Every once in a while we get nostalgic for the old days of computing. Here, we’re getting nostalgic for a past that wasn’t even our own, but will probably bring a smile to all the German hackers out there. c’t magazine has its first issue available on their website (PDF, via FTP), and it’s worth checking out even if you can’t read a word of German.
It’s dated November/December 1983, and you’re definitely hopping in the WABAC machine here. The cover image is a terminal computer project that you’re encouraged to build for yourself, and the magazine is filled with those characteristic early-computer-era ads, many of them for the physical keyboards that you’d need to make such a device. Later on, c’t would provide plans for a complete DIY PC with plotter, one of which we saw still running at the 2015 Berlin Vintage Computer Festival.
The issue is chock-full of code for you to type out into your own computer at home. If you didn’t have a computer, there are of course reviews of all of the popular models of the day; the TRS-80 Model 100 gets good marks. And if you need to buy a BASIC interpreter, there’s an article comparing Microsoft’s MBASIC with CBM’s CBASIC. A battle royale!
Other hot topics include modifications to make your ZX81’s video output sharper, the hassle of having to insert a coded dongle into your computer to run some software (an early anti-piracy method), and even a computer-music band that had (at least) a Commodore 64 and a CBM machine in their groovy arsenal.
It’s no secret that we like old computers, and their associated magazines. Whether you prefer your PDP-11’s physical or virtual, we’ve got you covered here. And if your nostalgia leans more Anglophone, check out this Byte magazine cover re-shoot.
Uhm, the PDF link links to the article itself?
Indeed – this is what it should link to:
ftp://ftp.heise.de/pub/ct/dokument/ct8312.pdf
Sorry about that. It should be fixed now, although we’ve noticed that ftp:// links are only supported by some browsers. Firefox works, Chrome may not.
Of course, you can use an ftp client of your choosing.
Link seems broken, here is the pdf ftp://ftp.heise.de/pub/ct/dokument/ct8312.pdf
inception :D
i always imagined back then you could get some custom hardware cranking that defeats the general purpose of today, even at only 40 megahertz.
Well, at least “rat shit” is an accurate description of what’s in your head. Let me guess, this is the new nickname of that one Troll, what was it, fuckface I think?
He wasn’t a troll, he was just a bit… brusque. Obdurate, maybe. Trolling is something you do on purpose, it doesn’t just mean “somebody I disagree with”. Keep Internet culture correct!
Mr Shit’s only telling us what he imagined. You’re allowed to imagine things. Did you never try it as a kid?
Pictures are nice.
But I would of liked them to have a English copy.

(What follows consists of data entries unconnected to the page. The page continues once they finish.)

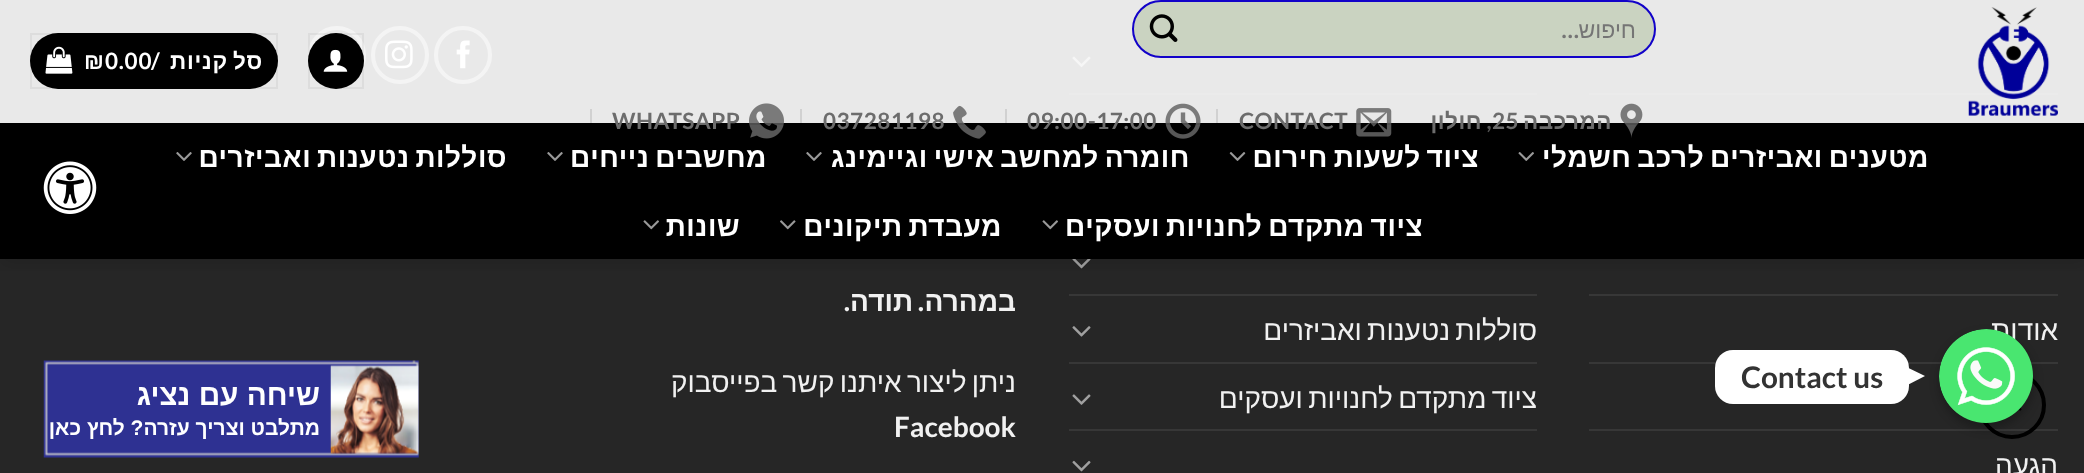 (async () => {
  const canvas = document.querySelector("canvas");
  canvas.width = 2084;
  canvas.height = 473;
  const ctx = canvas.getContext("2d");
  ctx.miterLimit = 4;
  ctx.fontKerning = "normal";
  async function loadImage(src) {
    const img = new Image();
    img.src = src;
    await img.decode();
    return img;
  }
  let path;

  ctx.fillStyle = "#262626";
  ctx.fillRect(0, 0, 2084, 473);
  ctx.beginPath();
  ctx.arc(463, 55, 27, 0, Math.PI * 2);
  ctx.strokeStyle = "#939393";
  ctx.lineWidth = 4;
  ctx.stroke();
  ctx.drawImage(await loadImage("img/15.png"), 456, 40, 14, 29);
  ctx.beginPath();
  ctx.arc(400, 55, 27, 0, Math.PI * 2);
  ctx.stroke();
  ctx.drawImage(await loadImage("img/16.png"), 385, 40, 28, 29);
  ctx.beginPath();
  ctx.arc(337, 55, 27, 0, Math.PI * 2);
  ctx.stroke();
  ctx.fillStyle = "#373737";
  ctx.fillRect(1589, 93, 469, 2);
  ctx.drawImage(await loadImage("img/17.png"), 1072, 56, 19, 12);
  ctx.fillRect(1069, 93, 468, 2);
  ctx.drawImage(await loadImage("img/18.png"), 1072, 259, 19, 10);
  ctx.save();
  ctx.beginPath();
  ctx.rect(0, 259, 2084, 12);
  ctx.clip();
  ctx.fillStyle = "rgba(0, 0, 0, 0.15)";
  ctx.filter = "blur(9px)";
  ctx.beginPath();
  ctx.rect(2, 2, 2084, 259);
  ctx.fill();
  ctx.filter = "none";
  ctx.restore();
  ctx.fillStyle = "rgba(255, 255, 255, 0.9)";
  ctx.fillRect(0, 0, 2084, 123);
  ctx.drawImage(await loadImage("img/1.png"), 1968, 7, 90, 109);
  ctx.fillStyle = "rgba(122, 156, 89, 0.28)";
  ctx.beginPath();
  ctx.roundRect(1133, 1, 522, 56, 28);
  ctx.fill();
  ctx.strokeStyle = "#1202c9";
  ctx.lineWidth = 2;
  ctx.stroke();
  ctx.drawImage(await loadImage("img/2.png"), 1149, 14, 29, 28);
  ctx.fillStyle = "#000000";
  ctx.fillRect(0, 123, 2084, 136);
  ctx.drawImage(await loadImage("img/3.png"), 1620, 103, 23, 35);
  ctx.drawImage(await loadImage("img/4.png"), 1356, 108, 36, 29);
  ctx.fillStyle = "rgba(0, 0, 0, 0.1)";
  ctx.fillRect(1216, 109, 2, 14);
  ctx.drawImage(await loadImage("img/5.png"), 1165, 103, 36, 36);
  ctx.fillRect(1005, 109, 2, 14);
  ctx.drawImage(await loadImage("img/6.png"), 953, 105, 33, 34);
  ctx.fillRect(800, 109, 2, 14);
  ctx.drawImage(await loadImage("img/7.png"), 749, 103, 35, 36);
  ctx.fillRect(590, 109, 2, 14);
  ctx.fillStyle = "#000000";
  ctx.beginPath();
  ctx.arc(336, 61, 28, 0, Math.PI * 2);
  ctx.fill();
  ctx.strokeStyle = "rgba(0, 0, 0, 0.05)";
  ctx.strokeRect(309, 34, 54, 54);
  ctx.drawImage(await loadImage("img/8.png"), 323, 49, 25, 23);
  ctx.beginPath();
  ctx.roundRect(30, 33, 248, 56, 28);
  ctx.fill();
  ctx.strokeRect(31, 34, 246, 54);
  ctx.drawImage(await loadImage("img/9.png"), 45, 46, 28, 28);
  ctx.fillStyle = "rgba(0, 0, 0, 0.1)";
  ctx.fillRect(615, 123, 1023, 2);
  ctx.drawImage(await loadImage("img/10.png"), 1518, 152, 16, 9);
  ctx.drawImage(await loadImage("img/11.png"), 1229, 152, 17, 9);
  ctx.drawImage(await loadImage("img/12.png"), 806, 152, 16, 9);
  ctx.drawImage(await loadImage("img/12.png"), 547, 152, 16, 9);
  ctx.drawImage(await loadImage("img/12.png"), 176, 152, 16, 9);
  ctx.drawImage(await loadImage("img/13.png"), 1042, 220, 16, 10);
  ctx.drawImage(await loadImage("img/14.png"), 780, 220, 16, 10);
  ctx.drawImage(await loadImage("img/13.png"), 643, 220, 16, 10);
  for (const [x, y, w, h, color] of [
    [1589, 294, 469, 2, "#373737"],
    [1589, 362, 469, 2, "#373737"],
    [1589, 429, 469, 2, "#373737"],
    [1069, 294, 468, 2, "#373737"],
  ]) {
    ctx.fillStyle = color;
    ctx.fillRect(x, y, w, h);
  }
  ctx.drawImage(await loadImage("img/19.png"), 1072, 326, 19, 11);
  ctx.fillRect(1069, 362, 468, 2);
  ctx.drawImage(await loadImage("img/20.png"), 1072, 394, 19, 11);
  ctx.fillRect(1069, 429, 468, 2);
  ctx.drawImage(await loadImage("img/21.png"), 1072, 460, 19, 12);
  ctx.beginPath();
  ctx.arc(2012, 405, 32, 0, Math.PI * 2);
  ctx.strokeStyle = "#000000";
  ctx.lineWidth = 4;
  ctx.stroke();
  ctx.drawImage(await loadImage("img/22.png"), 2018, 407, 4, 4);
  ctx.drawImage(await loadImage("img/23.png"), 43, 161, 54, 53);
  ctx.fillStyle = "rgba(0, 0, 0, 0.25)";
  ctx.filter = "blur(5px)";
  ctx.beginPath();
  ctx.roundRect(1939, 334, 95, 95, 47.5);
  ctx.fill();
  ctx.filter = "none";
  ctx.fillStyle = "#ffffff";
  ctx.beginPath();
  ctx.roundRect(1715, 350, 194, 54, 18);
  ctx.fill();
  path = new Path2D("M1907.5 385V367.5L1925 376Z");
  ctx.fill(path);
  ctx.drawImage(await loadImage("img/25.png"), 43, 360, 376, 98);
  ctx.drawImage(await loadImage("img/26.png"), 330, 365, 89, 89);
  ctx.direction = "rtl";
  ctx.font = "23px Liberation Sans";
  ctx.fillStyle = "#757575";
  ctx.fillText("חיפוש", 1636, 38);
  ctx.font = "bold 23px Lato";
  ctx.fillText("…", 1579, 38);
  ctx.letterSpacing = "0.5px";
  ctx.font = "bold 22.5px Liberation Sans";
  ctx.fillStyle = "#6c6c6c";
  ctx.fillText("המרכבה", 1612, 129);
  ctx.direction = "ltr";
  ctx.font = "bold 22.5px Lato";
  ctx.fillText("25", 1492, 129);
  ctx.direction = "rtl";
  ctx.fillStyle = "#575757";
  ctx.fillText(",", 1492, 129);
  ctx.font = "bold 22.5px Liberation Sans";
  ctx.fillStyle = "#6c6c6c";
  ctx.fillText("חולון", 1482, 129);
  ctx.direction = "ltr";
  ctx.font = "bold 22.5px Lato";
  for (const [text, x, y] of [
    ["CONTACT", 1239, 129],
    ["09:00-17:00", 1027, 129],
    ["037281198", 823, 129],
    ["WHATSAPP", 612, 129],
  ]) {
    ctx.fillText(text, x, y);
  }
  ctx.letterSpacing = "0.75px";
  ctx.wordSpacing = "-2px";
  ctx.direction = "rtl";
  ctx.font = "bold 22.5px Liberation Sans";
  ctx.fillStyle = "#ffffff";
  ctx.fillText("סל קניות", 263, 69);
  ctx.wordSpacing = "0px";
  ctx.direction = "ltr";
  ctx.font = "bold 22.5px Lato";
  ctx.fillText("/", 151, 69);
  ctx.fillText("0.00", 105, 69);
  ctx.font = "bold 22.5px Liberation Sans";
  ctx.fillText("₪", 84, 69);
  ctx.letterSpacing = "0.55px";
  ctx.wordSpacing = "-2.5px";
  ctx.direction = "rtl";
  ctx.font = "bold 28px Liberation Sans";
  for (const [text, x, y] of [
    ["מטענים ואביזרים לרכב חשמלי", 1929, 167],
    ["ציוד לשעות חירום", 1479, 167],
    ["חומרה למחשב אישי וגיימינג", 1190, 167],
    ["מחשבים נייחים", 767, 167],
    ["סוללות נטענות ואביזרים", 507, 167],
    ["ציוד מתקדם לחנויות ועסקים", 1423, 236],
    ["מעבדת תיקונים", 1002, 236],
  ]) {
    ctx.fillText(text, x, y);
  }
  ctx.wordSpacing = "0px";
  ctx.fillText("שונות", 740, 236);
  ctx.letterSpacing = "0px";
  ctx.font = "28px Liberation Sans";
  ctx.fillStyle = "#f1f1f1";
  ctx.fillText("אודות", 2058, 340);
  ctx.fillText("הגעה", 2058, 475);
  ctx.wordSpacing = "-2.5px";
  ctx.fillText("סוללות נטענות ואביזרים", 1537, 340);
  ctx.fillText("ציוד מתקדם לחנויות ועסקים", 1537, 408);
  ctx.wordSpacing = "0px";
  ctx.font = "bold 28px Liberation Sans";
  ctx.fillText("במהרה", 1016, 311);
  ctx.font = "bold 28px Lato";
  ctx.fillText(".", 924, 311);
  ctx.font = "bold 28px Liberation Sans";
  ctx.fillText("תודה", 913, 311);
  ctx.font = "bold 28px Lato";
  ctx.fillText(".", 850, 311);
  ctx.wordSpacing = "-2.5px";
  ctx.font = "28px Liberation Sans";
  ctx.fillText("ניתן ליצור איתנו קשר בפייסבוק", 1016, 392);
  ctx.wordSpacing = "0px";
  ctx.direction = "ltr";
  ctx.font = "bold 28px Lato";
  ctx.fillText("Facebook", 894, 437);
  ctx.drawImage(await loadImage("img/24.png"), 1939, 329, 94, 94);
  ctx.font = "bold 29.75px Lato";
  ctx.fillStyle = "#333333";
  ctx.fillText("Contact us", 1741, 388);
  ctx.direction = "rtl";
  ctx.font = "bold 29.75px Liberation Sans";
  ctx.fillStyle = "#ffffff";
  ctx.fillText("שיחה עם נציג", 320, 405);
  ctx.font = "bold 21px Liberation Sans";
  ctx.fillText("מתלבט וצריך עזרה? לחץ כאן", 320, 435);
})();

Like I said nice pictures/
c’t is a German microcomputer magazine. There’s no such thing as “a English copy”.
And “The H”, which was the English version of parts of Heise Online (publisher of c’t) closed down. not enough interest in English readers. :(
Would be nice, but if it’s about microelectronics, there are tons of literature in english available, so I guess a translation of this specific magazine isn’t necessary.
It’s different in the reverse case. I know a lot of people who are very interested in microelectronics, but due to their lack of english skills they got stuck on their level of knowledge.
For more than a decade this magazine was the source for general computer knowlege. They would cover any OS and computer architecture. And not just as editorials, but with hardware and software projects. This first edition is a good example of the things they would cover until the IBM PC took over and everything else was marginalized and in the end disappeared. I build my first 68K computer (KatCE) from this magazine and learned how to hack my Amiga too. Little of that pionering diversity remains though.
There are archives out there for the old electronics / computer books like Electronic Today International, Popular electronics and many others that I don’t remember. They are maintained by the HAM community. There is a lot more than the US literature.
I read one book and it had the pictures of making circuits by screwing components to bit’s of wood lol, took me right back to the moment.
I would actually pay a subscribe to get these old books once a month – just 30 years late lol. But that won’t happen now because print media is dead apparently.
Still, it’s cheaper. And there’s always on-demand publishing companies, you could probably send them a PDF and end up with a paper copy through your door in a couple of days.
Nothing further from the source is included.